Pharmacological inhibition of Na/Ca exchange results in increased cellular Ca2+ load attributable to the predominance of forward mode block

Abstract

Block of Na/Ca exchange (NCX) has potential therapeutic applications, in particular, if a mode-selective block could be achieved, but also carries serious risks for disturbing the normal Ca balance maintained by NCX. We have examined the effects of partial inhibition of NCX by SEA-0400 (1 or 0.3 μmol/L) in left ventricular myocytes from healthy pigs or mice and from mice with heart failure (MLP). During voltage clamp ramps with [Ca]i buffering, block of reverse mode block was slightly larger than of forward mode (by 25±5%, P<0.05).
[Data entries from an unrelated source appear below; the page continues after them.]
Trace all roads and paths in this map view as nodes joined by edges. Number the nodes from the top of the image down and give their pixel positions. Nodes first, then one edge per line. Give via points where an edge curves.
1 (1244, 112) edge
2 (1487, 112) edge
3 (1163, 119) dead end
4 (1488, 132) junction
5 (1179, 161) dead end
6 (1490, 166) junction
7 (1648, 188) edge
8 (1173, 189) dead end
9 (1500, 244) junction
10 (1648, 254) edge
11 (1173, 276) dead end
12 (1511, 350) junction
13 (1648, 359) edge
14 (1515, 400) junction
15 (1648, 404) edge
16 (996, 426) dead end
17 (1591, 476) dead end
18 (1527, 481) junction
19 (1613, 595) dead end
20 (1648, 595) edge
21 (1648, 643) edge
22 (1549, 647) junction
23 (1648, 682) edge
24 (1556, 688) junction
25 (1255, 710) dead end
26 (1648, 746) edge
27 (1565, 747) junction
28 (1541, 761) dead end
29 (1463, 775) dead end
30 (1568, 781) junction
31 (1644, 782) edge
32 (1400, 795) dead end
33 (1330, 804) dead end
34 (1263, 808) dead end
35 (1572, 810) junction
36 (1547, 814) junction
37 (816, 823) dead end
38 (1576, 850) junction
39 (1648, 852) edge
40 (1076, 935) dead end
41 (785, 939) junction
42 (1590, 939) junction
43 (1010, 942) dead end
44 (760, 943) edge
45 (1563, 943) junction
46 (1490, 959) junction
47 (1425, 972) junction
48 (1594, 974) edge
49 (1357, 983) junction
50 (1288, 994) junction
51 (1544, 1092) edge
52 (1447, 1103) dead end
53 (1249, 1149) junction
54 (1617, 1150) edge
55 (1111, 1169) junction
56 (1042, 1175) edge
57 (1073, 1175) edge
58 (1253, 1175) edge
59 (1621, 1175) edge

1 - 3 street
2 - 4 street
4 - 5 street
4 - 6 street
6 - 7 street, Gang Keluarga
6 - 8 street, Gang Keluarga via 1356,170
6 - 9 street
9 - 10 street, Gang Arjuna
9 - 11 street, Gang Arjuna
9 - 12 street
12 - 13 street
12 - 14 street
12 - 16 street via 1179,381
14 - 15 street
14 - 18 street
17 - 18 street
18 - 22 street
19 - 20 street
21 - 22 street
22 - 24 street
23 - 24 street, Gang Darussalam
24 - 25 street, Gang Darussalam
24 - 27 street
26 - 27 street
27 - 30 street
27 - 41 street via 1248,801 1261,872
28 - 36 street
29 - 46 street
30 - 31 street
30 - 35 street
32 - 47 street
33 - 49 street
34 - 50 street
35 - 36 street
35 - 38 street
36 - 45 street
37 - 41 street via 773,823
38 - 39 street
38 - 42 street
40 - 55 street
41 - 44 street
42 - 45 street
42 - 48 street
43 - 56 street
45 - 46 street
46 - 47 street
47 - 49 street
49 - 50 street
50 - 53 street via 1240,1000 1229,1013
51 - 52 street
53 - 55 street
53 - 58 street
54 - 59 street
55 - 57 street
In the absence of [Ca]i buffering and with sarcoplasmic reticulum (SR) fluxes blocked, rate constants for Ca influx and Ca efflux were reduced to the same extent (to 36±6% and 32±4%, respectively). With normal SR function the reduction of inward NCX current (INCX) was 57±10% (n=10); during large caffeine-induced Ca transients, it was larger (82±3%). [Ca]i transients evoked during depolarizing steps increased (from 424±27 to 994±127 nmol/L at +10mV, P<0.05), despite a reduction of ICaL by 27%. Resting [Ca]i increased; there was a small decrease in the rate of decline of [Ca]i. SR Ca content increased more than 2-fold. Contraction amplitude of field-stimulated myocytes increased in healthy myocytes but not in myocytes from MLP mice, in which SR Ca content remained unchanged. These data provide proof-of-principle that even partial inhibition of NCX results in a net gain of Ca. Further development of NCX blockers, in particular, for heart failure, must balance potential benefits of INCX reduction against effects on Ca handling by refining mode dependence and/or including additional targets. © 2008 American Heart Association, Inc.